Okay, so first off: really? A highly visible symbol? Like a colour? Or maybe a symbol like a pink triangle or star of david? A red letter, perhaps? But that's clearly a strawman (see what feminism gets you? NAZIS! Be careful how much equality you ask for, ladies, or else it's the holocaust all over again!!).

What really bugs me, really, really, REALLY bugs me is this implication that men are completely helpless when it comes to our penises. How dare women expect to be unharrassed in PUBLIC, where men with our uncontrollable sex urges are forced to try to decypher the complicated, ambiguous concept of not hitting on women when it's not appropriate.
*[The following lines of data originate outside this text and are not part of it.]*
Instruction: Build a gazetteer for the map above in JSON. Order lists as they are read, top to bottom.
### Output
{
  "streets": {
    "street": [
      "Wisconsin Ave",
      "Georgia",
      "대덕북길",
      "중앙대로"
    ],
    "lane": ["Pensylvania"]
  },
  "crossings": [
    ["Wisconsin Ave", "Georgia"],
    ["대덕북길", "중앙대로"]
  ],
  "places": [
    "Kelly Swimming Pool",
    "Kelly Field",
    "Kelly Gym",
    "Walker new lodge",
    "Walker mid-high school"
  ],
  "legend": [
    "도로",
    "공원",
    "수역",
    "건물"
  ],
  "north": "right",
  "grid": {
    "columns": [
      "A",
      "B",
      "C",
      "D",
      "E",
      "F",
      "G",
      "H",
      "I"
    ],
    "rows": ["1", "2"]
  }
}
It's ridiculous and offensive and it's everywhere. I mean, look, people make mistakes. We're animals, after all, and our brains are awash in presumably-useful hormones and neurotransmitters and whatnot that fairly often make rational decision making difficult or impossible. I've done stuff I regret, probably some of it because I was horny, or drunk, or skipped breakfast or something. But there's nothing in those regretful incidents where I can say "It's because I'm a MAN!!" and I sure as heck had to face consequences the morning after.

If a guy has trouble behaving himself, it's because the guy has a problem, not because he has testicles. I wish people would stop playing up the differences between men an women as if they were inescapable, natural, and true....because whenever we start to turn a skeptical eye on these differences, the importance of culture and "nurture" and one's environment starts to loom ever bigger. Bad behaviour is because someone fucked up, not because they "couldn't help themselves". Rape isn't a problem because boys will be boys, it's because some boys are assholes, and they ought to be treated as such.